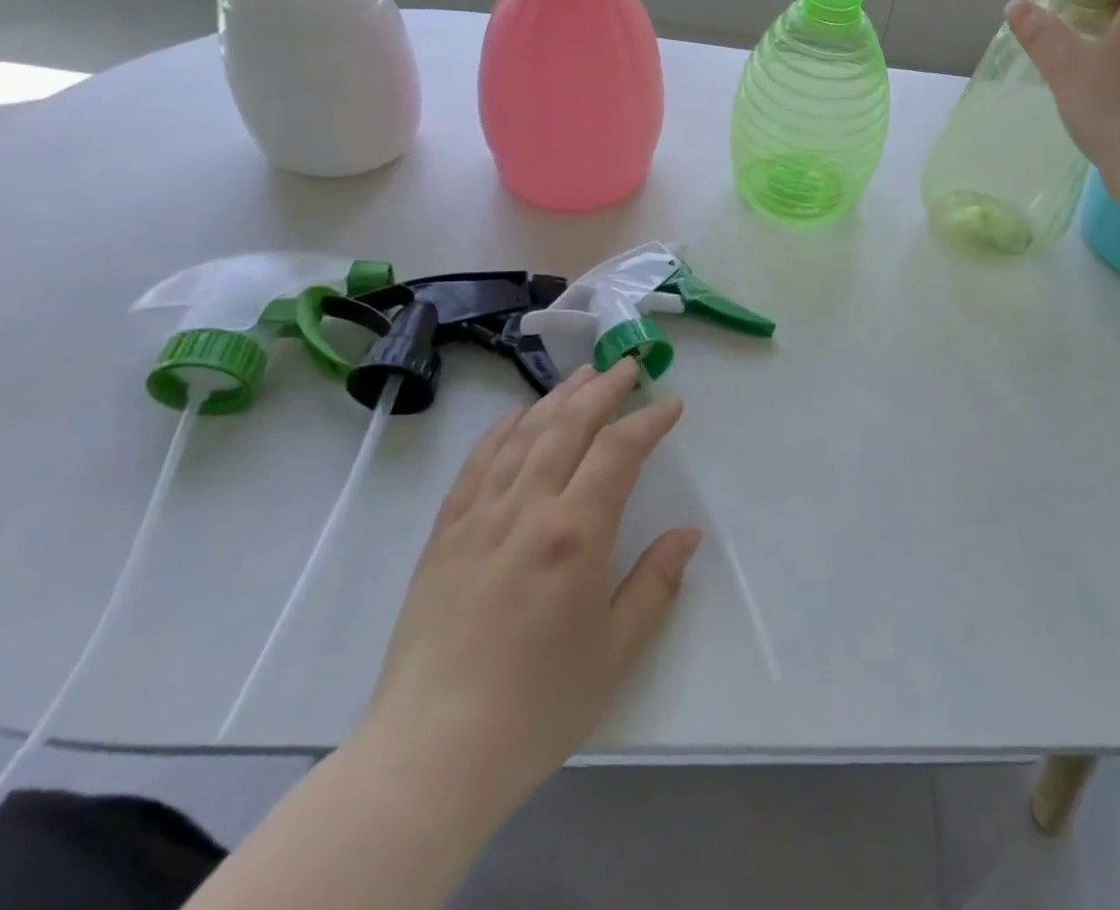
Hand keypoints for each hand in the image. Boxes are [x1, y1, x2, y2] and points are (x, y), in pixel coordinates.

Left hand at [365, 360, 699, 812]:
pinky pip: (477, 463)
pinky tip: (519, 415)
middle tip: (629, 365)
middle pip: (569, 425)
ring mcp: (479, 516)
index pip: (618, 451)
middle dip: (604, 388)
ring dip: (558, 397)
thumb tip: (687, 535)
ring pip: (524, 434)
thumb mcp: (616, 651)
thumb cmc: (537, 706)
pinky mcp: (445, 533)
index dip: (648, 421)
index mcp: (575, 534)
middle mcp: (527, 509)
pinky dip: (503, 429)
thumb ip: (656, 583)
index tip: (671, 405)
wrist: (432, 753)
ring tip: (583, 375)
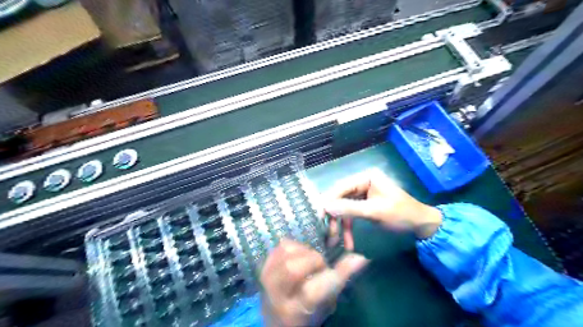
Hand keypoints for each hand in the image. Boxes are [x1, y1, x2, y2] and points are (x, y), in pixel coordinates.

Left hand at [261, 239, 365, 325]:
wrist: (277, 320)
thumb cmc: (308, 315)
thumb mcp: (326, 304)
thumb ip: (339, 280)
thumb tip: (360, 258)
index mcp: (295, 311)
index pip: (314, 291)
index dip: (336, 274)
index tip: (357, 258)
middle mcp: (276, 296)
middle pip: (293, 269)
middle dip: (314, 261)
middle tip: (320, 266)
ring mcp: (266, 279)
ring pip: (286, 253)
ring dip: (304, 253)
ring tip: (309, 262)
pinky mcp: (263, 266)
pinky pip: (280, 246)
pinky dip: (294, 247)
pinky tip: (299, 256)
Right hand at [324, 169, 442, 246]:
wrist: (422, 226)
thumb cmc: (402, 214)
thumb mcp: (375, 211)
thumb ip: (350, 208)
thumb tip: (325, 207)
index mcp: (366, 177)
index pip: (340, 188)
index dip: (328, 201)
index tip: (318, 216)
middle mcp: (361, 183)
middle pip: (340, 199)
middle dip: (334, 217)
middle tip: (327, 233)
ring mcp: (362, 194)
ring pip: (343, 209)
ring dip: (339, 225)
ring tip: (335, 241)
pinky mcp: (364, 205)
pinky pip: (350, 215)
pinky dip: (347, 228)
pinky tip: (347, 242)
::::::::::
→ **ABOUT THIS TASK**: From the line holding "ring pip: (524, 434)" through the last line of the material above, each line should be written out exactly, both included; omit the pictures.

→ **ANSWER BELOW**:
ring pip: (524, 434)
thumb mcp: (616, 651)
thumb cmc: (537, 706)
pinky mcp: (445, 533)
index dip: (648, 421)
index mcp: (575, 534)
middle mcp: (527, 509)
pinky dip: (503, 429)
thumb ip: (656, 583)
index tip: (671, 405)
wrist: (432, 753)
ring tip: (583, 375)
Hand keypoints for each hand in the image. Boxes are [x1, y1, x2, y2] and points are (x, y), in pixel coordinates.

Left hand at [261, 239, 365, 325]:
wrist: (277, 320)
thumb cmc: (308, 315)
thumb mcp: (326, 304)
thumb ip: (339, 280)
thumb tip: (360, 258)
index mcp: (295, 311)
index pip: (314, 291)
index dip: (336, 274)
index tip: (357, 258)
middle mcp: (276, 296)
middle pip: (293, 269)
middle dip: (314, 261)
middle tip: (320, 266)
ring mcp: (266, 279)
ring pip: (286, 253)
ring dip: (304, 253)
ring tip: (309, 262)
pinky mcp: (263, 266)
pinky pip: (280, 246)
pinky dip: (294, 247)
pinky tip: (299, 256)
Right hand at [324, 169, 442, 246]:
wrist: (422, 226)
thumb cmc: (402, 214)
thumb mcp: (375, 211)
thumb ip: (350, 208)
thumb tip: (325, 207)
index mcp: (366, 177)
index pip: (340, 188)
index dip: (328, 201)
index tip: (318, 216)
middle mcp: (361, 183)
middle pip: (340, 199)
middle dip: (334, 217)
middle tip: (327, 233)
ring mcp: (362, 194)
ring pip: (343, 209)
ring dip: (339, 225)
ring tip: (335, 241)
pinky mcp: (364, 205)
pinky pip: (350, 215)
pinky dip: (347, 228)
pinky tip: (347, 242)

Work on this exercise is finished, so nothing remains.